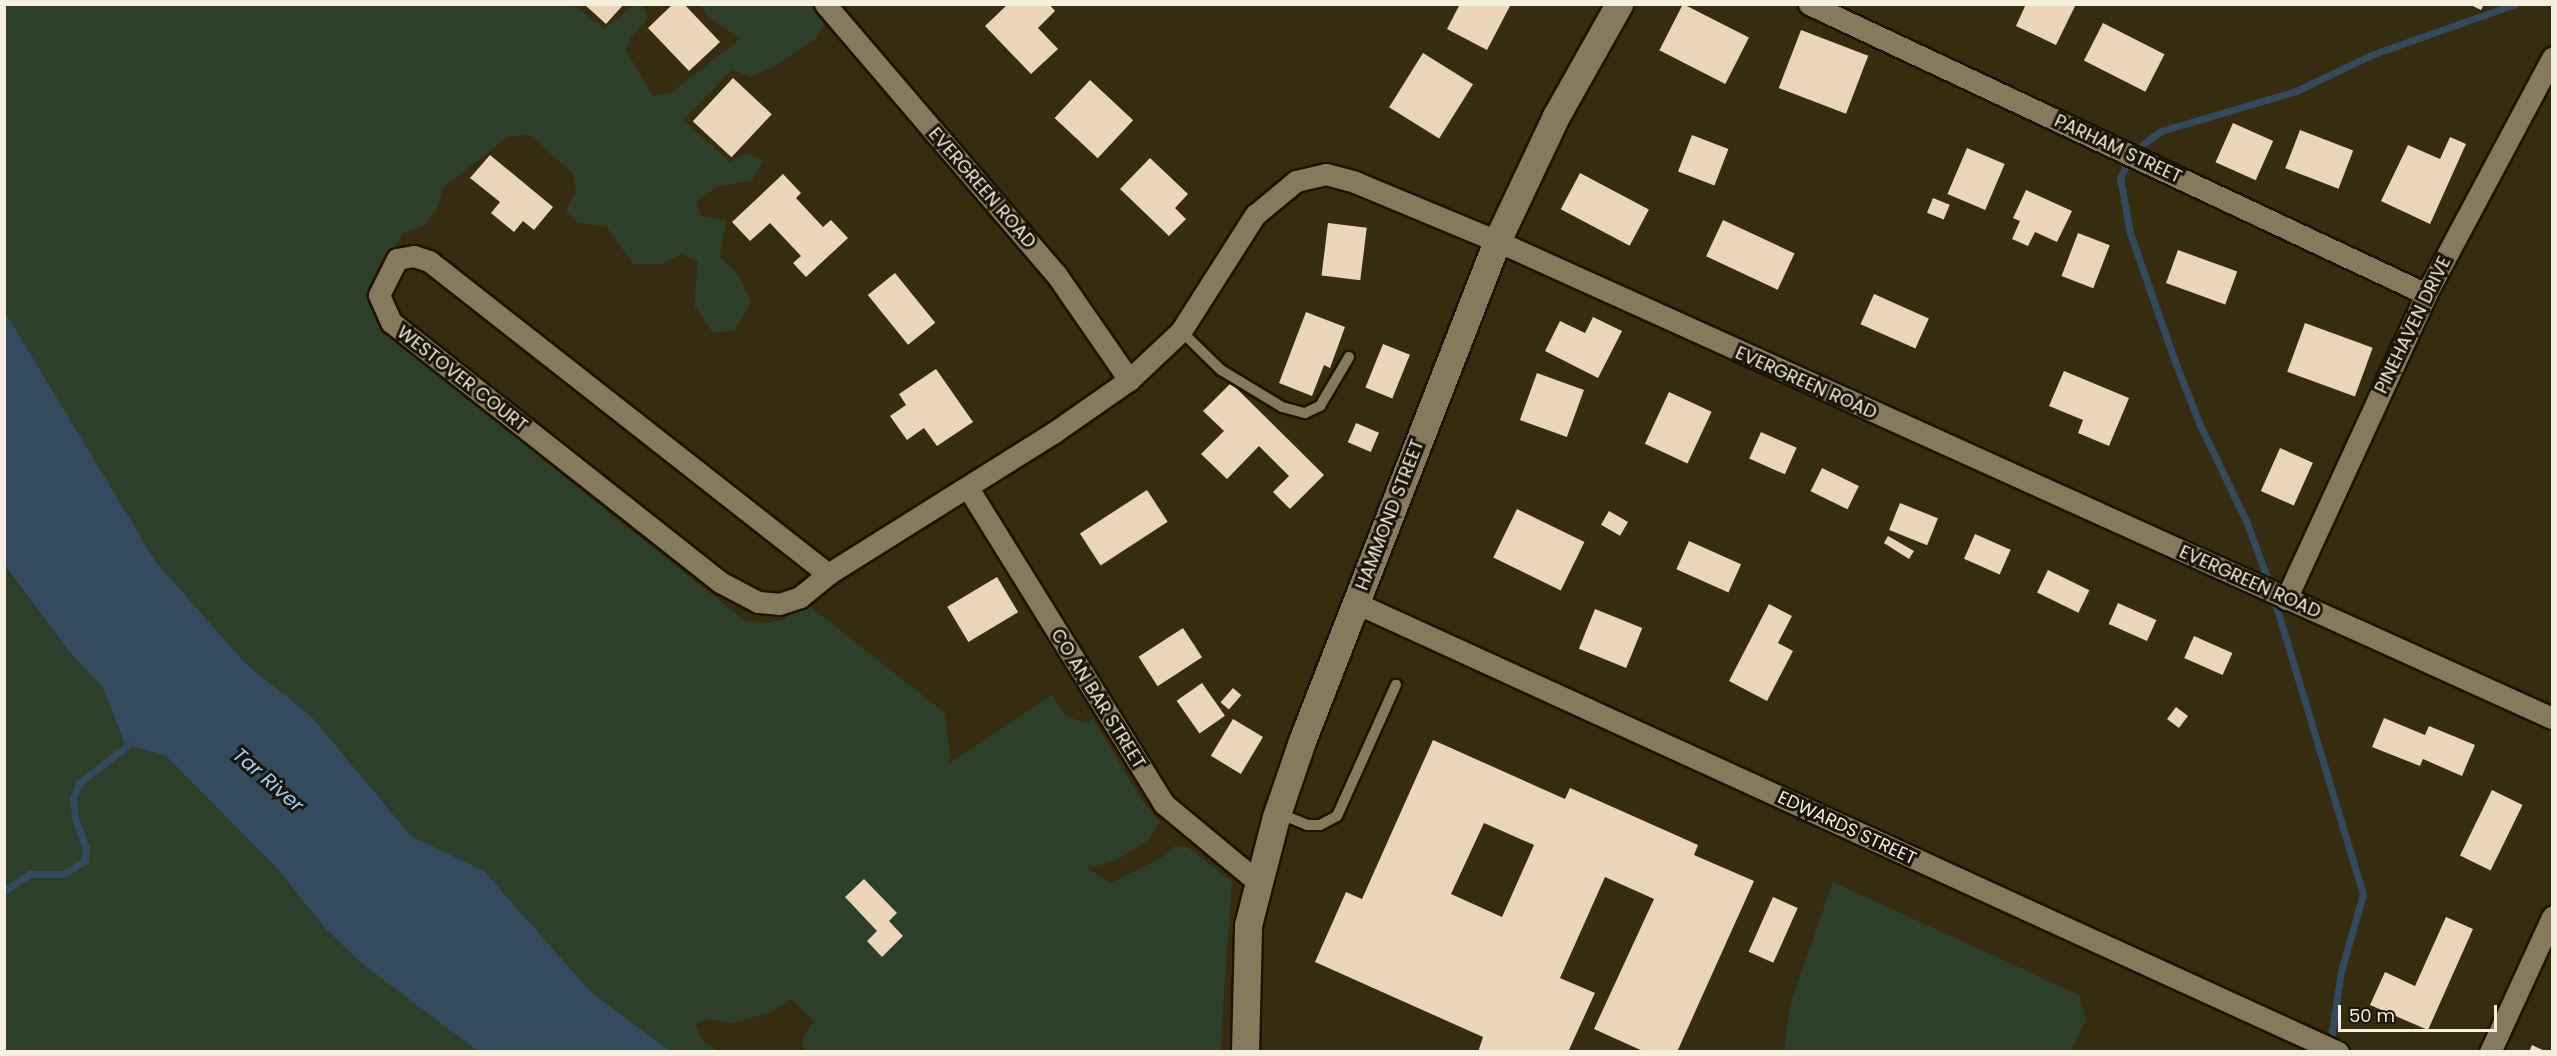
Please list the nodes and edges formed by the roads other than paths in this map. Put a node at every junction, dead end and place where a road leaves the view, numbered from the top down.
1 (825, 4) edge
2 (1619, 4) edge
3 (1809, 4) edge
4 (2553, 58) edge
5 (1497, 241) junction
6 (2426, 294) junction
7 (1181, 331) junction
8 (1349, 357) dead end
9 (1129, 380) junction
10 (968, 488) junction
11 (828, 574) junction
12 (2286, 599) junction
13 (1356, 603) junction
14 (1396, 685) dead end
15 (2553, 718) edge
16 (1278, 812) junction
17 (1259, 883) junction
18 (2553, 917) edge
19 (1245, 1052) edge
20 (2338, 1052) edge
21 (2490, 1052) edge

1 - 9 street, EVERGREEN ROAD
2 - 5 street, HAMMOND STREET
3 - 6 street, PARHAM STREET
4 - 6 street, PINEHAVEN DRIVE
5 - 7 street, EVERGREEN ROAD
5 - 12 street, EVERGREEN ROAD
5 - 13 street, HAMMOND STREET
6 - 12 street, PINEHAVEN DRIVE
7 - 8 lane
7 - 9 street, EVERGREEN ROAD
9 - 10 street, EVERGREEN ROAD
10 - 11 street, EVERGREEN ROAD
10 - 17 street, CO AN BAR STREET
11 - 11 street, WESTOVER COURT
12 - 15 street, EVERGREEN ROAD
13 - 16 street, HAMMOND STREET
13 - 20 street, EDWARDS STREET
14 - 16 lane
16 - 17 street, HAMMOND STREET
17 - 19 street, HAMMOND STREET
18 - 21 street

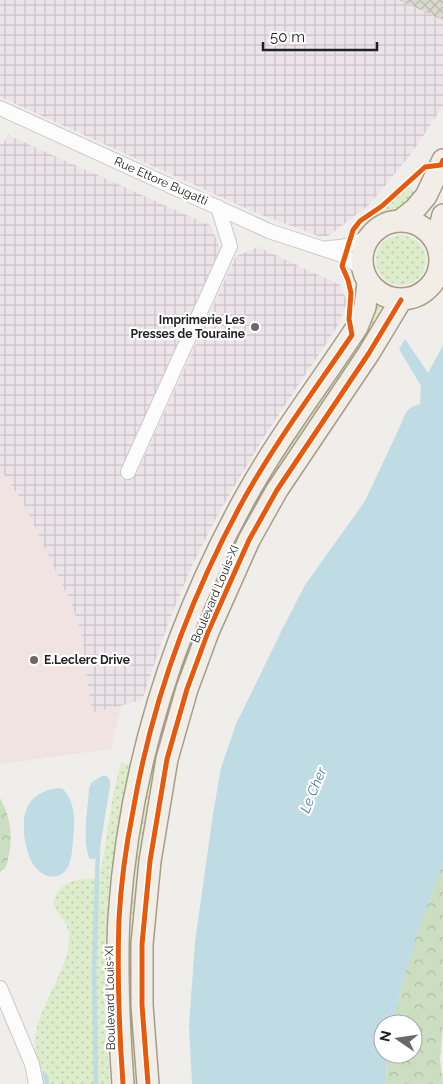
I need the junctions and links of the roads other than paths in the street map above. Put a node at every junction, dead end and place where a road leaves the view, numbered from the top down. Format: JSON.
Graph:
{"nodes":[{"id":1,"x":0,"y":108,"type":"edge"},
{"id":2,"x":443,"y":160,"type":"edge"},
{"id":3,"x":218,"y":207,"type":"junction"},
{"id":4,"x":443,"y":215,"type":"edge"},
{"id":5,"x":400,"y":221,"type":"junction"},
{"id":6,"x":371,"y":234,"type":"junction"},
{"id":7,"x":436,"y":242,"type":"junction"},
{"id":8,"x":324,"y":248,"type":"junction"},
{"id":9,"x":365,"y":276,"type":"junction"},
{"id":10,"x":401,"y":300,"type":"junction"},
{"id":11,"x":128,"y":472,"type":"dead end"},
{"id":12,"x":0,"y":988,"type":"edge"},
{"id":13,"x":36,"y":1084,"type":"edge"},
{"id":14,"x":123,"y":1084,"type":"edge"},
{"id":15,"x":148,"y":1084,"type":"edge"}],
"edges":[{"from":1,"to":3,"type":"street","name":"Rue Ettore Bugatti"},
{"from":2,"to":5,"type":"main road"},
{"from":3,"to":8,"type":"street","name":"Rue Ettore Bugatti"},
{"from":3,"to":11,"type":"street"},
{"from":4,"to":7,"type":"main road"},
{"from":5,"to":6,"type":"main road"},
{"from":5,"to":7,"type":"main road"},
{"from":6,"to":8,"type":"street","name":"Rue Ettore Bugatti"},
{"from":6,"to":9,"type":"main road"},
{"from":7,"to":10,"type":"main road"},
{"from":8,"to":9,"type":"street","name":"Rue Ettore Bugatti"},
{"from":9,"to":10,"type":"main road"},
{"from":9,"to":14,"type":"main road","name":"Boulevard Louis-XI"},
{"from":10,"to":15,"type":"main road","name":"Boulevard Louis-XI"},
{"from":12,"to":13,"type":"street"}]}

•••••

Required work
All of the material above is to be retyped verbatim, with its pictures omitted.

Response below
Please list the nodes and edges formed by the roads other than paths in this map. Put a node at every junction, dead end and place where a road leaves the view, numbered from the top down.
1 (825, 4) edge
2 (1619, 4) edge
3 (1809, 4) edge
4 (2553, 58) edge
5 (1497, 241) junction
6 (2426, 294) junction
7 (1181, 331) junction
8 (1349, 357) dead end
9 (1129, 380) junction
10 (968, 488) junction
11 (828, 574) junction
12 (2286, 599) junction
13 (1356, 603) junction
14 (1396, 685) dead end
15 (2553, 718) edge
16 (1278, 812) junction
17 (1259, 883) junction
18 (2553, 917) edge
19 (1245, 1052) edge
20 (2338, 1052) edge
21 (2490, 1052) edge

1 - 9 street, EVERGREEN ROAD
2 - 5 street, HAMMOND STREET
3 - 6 street, PARHAM STREET
4 - 6 street, PINEHAVEN DRIVE
5 - 7 street, EVERGREEN ROAD
5 - 12 street, EVERGREEN ROAD
5 - 13 street, HAMMOND STREET
6 - 12 street, PINEHAVEN DRIVE
7 - 8 lane
7 - 9 street, EVERGREEN ROAD
9 - 10 street, EVERGREEN ROAD
10 - 11 street, EVERGREEN ROAD
10 - 17 street, CO AN BAR STREET
11 - 11 street, WESTOVER COURT
12 - 15 street, EVERGREEN ROAD
13 - 16 street, HAMMOND STREET
13 - 20 street, EDWARDS STREET
14 - 16 lane
16 - 17 street, HAMMOND STREET
17 - 19 street, HAMMOND STREET
18 - 21 street

I need the junctions and links of the roads other than paths in the street map above. Put a node at every junction, dead end and place where a road leaves the view, numbered from the top down. Format: JSON.
Graph:
{"nodes":[{"id":1,"x":0,"y":108,"type":"edge"},
{"id":2,"x":443,"y":160,"type":"edge"},
{"id":3,"x":218,"y":207,"type":"junction"},
{"id":4,"x":443,"y":215,"type":"edge"},
{"id":5,"x":400,"y":221,"type":"junction"},
{"id":6,"x":371,"y":234,"type":"junction"},
{"id":7,"x":436,"y":242,"type":"junction"},
{"id":8,"x":324,"y":248,"type":"junction"},
{"id":9,"x":365,"y":276,"type":"junction"},
{"id":10,"x":401,"y":300,"type":"junction"},
{"id":11,"x":128,"y":472,"type":"dead end"},
{"id":12,"x":0,"y":988,"type":"edge"},
{"id":13,"x":36,"y":1084,"type":"edge"},
{"id":14,"x":123,"y":1084,"type":"edge"},
{"id":15,"x":148,"y":1084,"type":"edge"}],
"edges":[{"from":1,"to":3,"type":"street","name":"Rue Ettore Bugatti"},
{"from":2,"to":5,"type":"main road"},
{"from":3,"to":8,"type":"street","name":"Rue Ettore Bugatti"},
{"from":3,"to":11,"type":"street"},
{"from":4,"to":7,"type":"main road"},
{"from":5,"to":6,"type":"main road"},
{"from":5,"to":7,"type":"main road"},
{"from":6,"to":8,"type":"street","name":"Rue Ettore Bugatti"},
{"from":6,"to":9,"type":"main road"},
{"from":7,"to":10,"type":"main road"},
{"from":8,"to":9,"type":"street","name":"Rue Ettore Bugatti"},
{"from":9,"to":10,"type":"main road"},
{"from":9,"to":14,"type":"main road","name":"Boulevard Louis-XI"},
{"from":10,"to":15,"type":"main road","name":"Boulevard Louis-XI"},
{"from":12,"to":13,"type":"street"}]}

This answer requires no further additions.